C’est un point très important qui n’est pas assez montré dans l’exposition. Les différents artistes qui l’entouraient, souvent d’éminents spécialistes, sont les grands absents du parcours. Il s’agit une fois encore d’un sujet très délicat à aborder car nous manquons cruellement de documents. Un certain nombre d’œuvres permettent toutefois de comprendre comment cela fonctionnait. À un artiste comme Nicolò dell’Abate, Primatice se contentait de donner des dessins qu’il arrangeait. Selon moi, Nicolò dell’Abate est plus beau peintre que Primatice, ce dernier étant surtout doué pour le dessin. Je pense en outre que Primatice a très peu peint. Des collaborateurs préparaient ses patrons et copiaient ses dessins.

Que vous inspirent les tableaux présentés au Louvre ; peut-on être certains de leur attribution ?
Le petit tableau exécuté sur ardoise représentant La Sainte Famille, prêté par le Musée de l’Ermitage à Saint-Pétersbourg, est sans aucun doute de la main de Primatice, mais j’ai du mal à croire que toutes les peintures qui lui sont attribuées soient réellement de lui. Pourquoi l’Autoportrait est-il isolé [il est présenté en guise d’introduction, hors parcours] ? Ce qui est intéressant dans une exposition, c’est de pouvoir comparer les œuvres… Or, dans ce cas, c’est impossible. Pourtant, on peut légitimement s’interroger sur son attribution à Primatice. Il suffit d’étudier en détail la gravure qui illustrait les Vite de Vasari. Si l’on compare le visage de cette gravure à celui de l’autoportrait, il n’y a aucun rapport entre les deux hommes ! Quant à la technique de la peinture, elle est radicalement différente des œuvres qui lui sont attribuées. L’école de Fontainebleau soulève des questions très complexes que, petit à petit, l’histoire de l’art parvient à résoudre. Pendant longtemps, cette école était si mal connue qu’on avait confondu la manière que Primatice développe à la fin de sa vie, avant 1570, en réalisant notamment le décor de la chambre du roi Charles IX, avec celle qu’il développa dans les années 1530 pour la chambre de François Ier ! J’étais très contente d’avoir pu corriger cette erreur grâce à un document que l’on avait oublié de prendre en compte et à des copies dessinées. Cela a permis de clarifier d’autres points et aussi d’identifier dans les collections du Louvre toute une série de dessins préparatoires parmi les derniers connus de Primatice. Cela nous donne une bonne idée des confusions qui régnaient sur l’école de Fontainebleau.

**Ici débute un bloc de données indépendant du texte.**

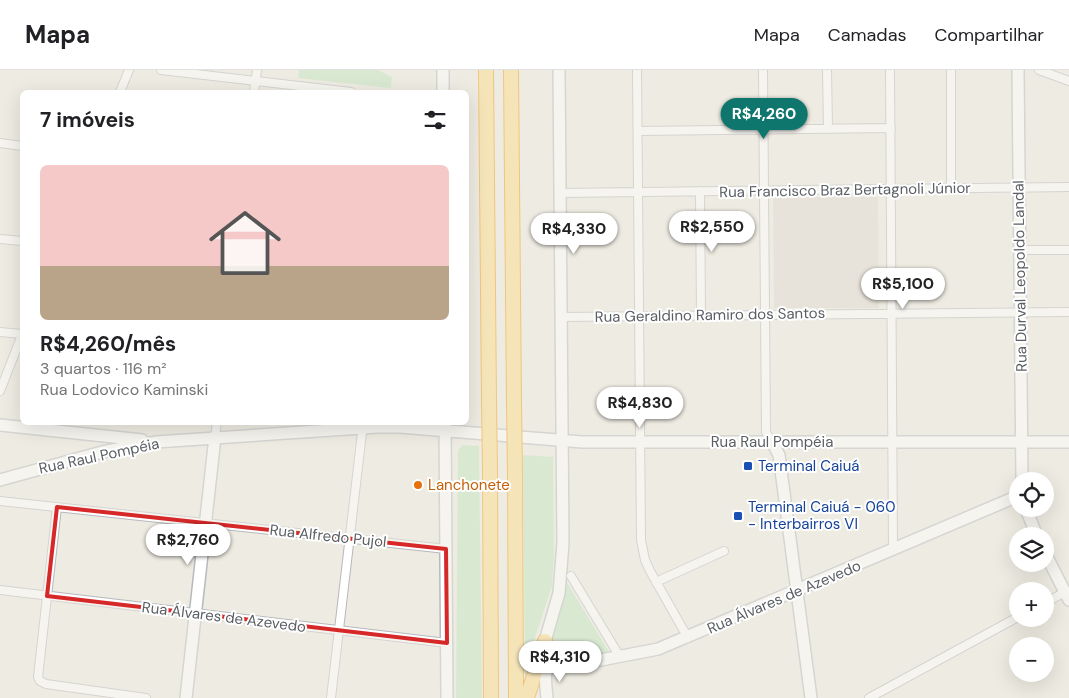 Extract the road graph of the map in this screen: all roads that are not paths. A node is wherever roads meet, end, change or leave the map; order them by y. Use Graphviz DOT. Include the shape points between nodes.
graph roads {
  1 [pos="129,70"];
  2 [pos="161,70"];
  3 [pos="257,70"];
  4 [pos="443,70"];
  5 [pos="486,70"];
  6 [pos="512,70"];
  7 [pos="559,70"];
  8 [pos="637,70"];
  9 [pos="763,70"];
  10 [pos="827,70"];
  11 [pos="890,70"];
  12 [pos="951,70"];
  13 [pos="1018,70"];
  14 [pos="1039,70"];
  15 [pos="256,81"];
  16 [pos="1069,81"];
  17 [pos="121,90"];
  18 [pos="254,90"];
  19 [pos="334,90"];
  20 [pos="443,90"];
  21 [pos="828,128"];
  22 [pos="891,128"];
  23 [pos="763,129"];
  24 [pos="638,131"];
  25 [pos="0,143"];
  26 [pos="20,146"];
  27 [pos="1069,187"];
  28 [pos="1020,188"];
  29 [pos="891,189"];
  30 [pos="951,189"];
  31 [pos="700,191"];
  32 [pos="764,191"];
  33 [pos="638,192"];
  34 [pos="560,193"];
  35 [pos="0,239"];
  36 [pos="20,241"];
  37 [pos="1020,250"];
  38 [pos="1069,250"];
  39 [pos="1021,312"];
  40 [pos="1069,312"];
  41 [pos="892,314"];
  42 [pos="701,315"];
  43 [pos="765,315"];
  44 [pos="639,316"];
  45 [pos="561,317"];
  46 [pos="0,332"];
  47 [pos="20,334"];
  48 [pos="20,339"];
  49 [pos="0,391"];
  50 [pos="0,425"];
  51 [pos="217,425"];
  52 [pos="363,425"];
  53 [pos="445,427"];
  54 [pos="81,434"];
  55 [pos="113,436"];
  56 [pos="215,437"];
  57 [pos="562,441"];
  58 [pos="156,442"];
  59 [pos="640,442"];
  60 [pos="772,442"];
  61 [pos="892,442"];
  62 [pos="1022,442"];
  63 [pos="1069,442"];
  64 [pos="106,451"];
  65 [pos="1022,472"];
  66 [pos="0,480"];
  67 [pos="1009,500"];
  68 [pos="0,501"];
  69 [pos="57,507"];
  70 [pos="206,523"];
  71 [pos="350,538"];
  72 [pos="446,549"];
  73 [pos="893,549"];
  74 [pos="724,551"];
  75 [pos="1054,570"];
  76 [pos="571,576"];
  77 [pos="656,582"];
  78 [pos="0,590"];
  79 [pos="796,591"];
  80 [pos="1068,594"];
  81 [pos="47,596"];
  82 [pos="1054,599"];
  83 [pos="195,613"];
  84 [pos="1009,623"];
  85 [pos="339,631"];
  86 [pos="688,638"];
  87 [pos="545,641"];
  88 [pos="447,643"];
  89 [pos="620,657"];
  90 [pos="146,698"];
  91 [pos="186,698"];
  92 [pos="331,698"];
  93 [pos="448,698"];
  94 [pos="491,698"];
  95 [pos="516,698"];
  96 [pos="527,698"];
  97 [pos="547,698"];
  98 [pos="812,698"];
  99 [pos="869,698"];
  1 -- 17 [label="street"];
  2 -- 15 [label="street"];
  3 -- 15 [label="street"];
  4 -- 20 [label="main road"];
  5 -- 94 [label="highway, bridge"];
  6 -- 95 [label="highway, bridge"];
  7 -- 34 [label="main road"];
  8 -- 24 [label="street"];
  9 -- 23 [label="street"];
  10 -- 21 [label="street"];
  11 -- 22 [label="street"];
  12 -- 30 [label="street"];
  13 -- 28 [label="main road, Rua Durval Leopoldo Landal"];
  14 -- 16 [label="street"];
  15 -- 18 [label="street"];
  15 -- 19 [label="street"];
  21 -- 22 [label="street"];
  21 -- 23 [label="street"];
  22 -- 29 [label="street"];
  23 -- 24 [label="street"];
  23 -- 32 [label="street"];
  24 -- 33 [label="street"];
  25 -- 26 [label="street"];
  27 -- 28 [label="street, Rua Francisco Braz Bertagnoli Júnior"];
  28 -- 30 [label="street, Rua Francisco Braz Bertagnoli Júnior"];
  28 -- 37 [label="main road, Rua Durval Leopoldo Landal"];
  29 -- 30 [label="street, Rua Francisco Braz Bertagnoli Júnior"];
  29 -- 32 [label="street, Rua Francisco Braz Bertagnoli Júnior"];
  29 -- 41 [label="street"];
  31 -- 32 [label="street, Rua Francisco Braz Bertagnoli Júnior"];
  31 -- 33 [label="street, Rua Francisco Braz Bertagnoli Júnior"];
  31 -- 42 [label="street"];
  32 -- 43 [label="street"];
  33 -- 34 [label="street, Rua Francisco Braz Bertagnoli Júnior"];
  33 -- 44 [label="street"];
  34 -- 45 [label="main road"];
  35 -- 36 [label="street"];
  37 -- 38 [label="street"];
  37 -- 39 [label="main road, Rua Durval Leopoldo Landal"];
  39 -- 40 [label="street, Rua Geraldino Ramiro dos Santos"];
  39 -- 41 [label="street, Rua Geraldino Ramiro dos Santos"];
  39 -- 62 [label="main road, Rua Durval Leopoldo Landal"];
  41 -- 43 [label="street, Rua Geraldino Ramiro dos Santos"];
  41 -- 61 [label="street"];
  42 -- 43 [label="street, Rua Geraldino Ramiro dos Santos"];
  42 -- 44 [label="street, Rua Geraldino Ramiro dos Santos"];
  43 -- 60 [label="street" via="766,432"];
  44 -- 45 [label="street, Rua Geraldino Ramiro dos Santos"];
  44 -- 59 [label="street"];
  45 -- 57 [label="main road"];
  46 -- 47 [label="street"];
  48 -- 49 [label="street"];
  50 -- 54 [label="main road"];
  51 -- 56 [label="street"];
  52 -- 53 [label="main road, Rua Raul Pompéia"];
  52 -- 56 [label="main road, Rua Raul Pompéia"];
  52 -- 71 [label="street"];
  53 -- 57 [label="main road, Rua Raul Pompéia"];
  53 -- 72 [label="main road"];
  54 -- 55 [label="main road"];
  54 -- 64 [label="main road"];
  55 -- 58 [label="main road"];
  55 -- 64 [label="main road" via="115,444"];
  56 -- 58 [label="main road, Rua Raul Pompéia"];
  56 -- 70 [label="main road"];
  57 -- 59 [label="main road, Rua Raul Pompéia"];
  57 -- 87 [label="main road" via="561,580 557,606"];
  58 -- 64 [label="main road, Rua Raul Pompéia"];
  59 -- 60 [label="main road, Rua Raul Pompéia"];
  59 -- 77 [label="street" via="641,540 645,560"];
  60 -- 61 [label="main road, Rua Raul Pompéia"];
  60 -- 79 [label="main road" via="779,456"];
  61 -- 62 [label="main road, Rua Raul Pompéia"];
  61 -- 73 [label="street"];
  62 -- 63 [label="main road, Rua Raul Pompéia"];
  62 -- 65 [label="main road, Rua Durval Leopoldo Landal"];
  64 -- 66 [label="main road, Rua Raul Pompéia"];
  67 -- 73 [label="main road, Rua Álvares de Azevedo"];
  68 -- 69 [label="street, Rua Alfredo Pujol"];
  69 -- 70 [label="street, Rua Alfredo Pujol"];
  69 -- 81 [label="street"];
  70 -- 71 [label="street, Rua Alfredo Pujol"];
  70 -- 83 [label="main road"];
  71 -- 72 [label="street, Rua Alfredo Pujol"];
  71 -- 85 [label="street"];
  72 -- 88 [label="main road"];
  73 -- 79 [label="main road, Rua Álvares de Azevedo"];
  74 -- 77 [label="street"];
  75 -- 80 [label="main road"];
  76 -- 89 [label="street"];
  77 -- 86 [label="street"];
  78 -- 81 [label="street, Rua Álvares de Azevedo"];
  79 -- 86 [label="main road, Rua Álvares de Azevedo"];
  79 -- 98 [label="main road"];
  80 -- 82 [label="street"];
  81 -- 83 [label="street, Rua Álvares de Azevedo"];
  81 -- 90 [label="street" via="38,673 40,681"];
  83 -- 85 [label="street, Rua Álvares de Azevedo"];
  83 -- 91 [label="main road"];
  84 -- 99 [label="street"];
  85 -- 88 [label="street, Rua Álvares de Azevedo"];
  85 -- 92 [label="street"];
  86 -- 89 [label="main road, Rua Álvares de Azevedo" via="658,649"];
  87 -- 96 [label="highway"];
  88 -- 93 [label="main road"];
  89 -- 97 [label="main road, Rua Álvares de Azevedo" via="593,661 556,659 546,670"];
}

À ce propos, la monographie exhaustive que Louis Dimier a consacrée à Primatice en 1900 est aujourd’hui encore l’ouvrage de référence sur l’artiste...
Oui, je souhaiterais d’ailleurs faire rééditer l’ouvrage de Dimier, en y apportant les réajustements nécessaires. Il faut lui rendre un grand hommage, sa contribution pour le XVIe siècle est tout à fait admirable, même s’il est dépassé sur certains points.

PRIMATICE, MAÎTRE DE FONTAINEBLEAU (1504-1570)

Jusqu’au 3 janvier 2005, Musée du Louvre, hall Napoléon, 75001 Paris, tlj sauf mardi, 9h-17h30, 21h30 les mercredi et vendredi, tél. 01 40 20 53 17, www.louvre.fr. Catalogue, éditions RMN, 528 p., 60 euros. Dans le cadre de la « Saison italienne », le Louvre présente également une exposition-dossier autour du Christ mort peint par Rosso Fiorentino à la fin des années 1530.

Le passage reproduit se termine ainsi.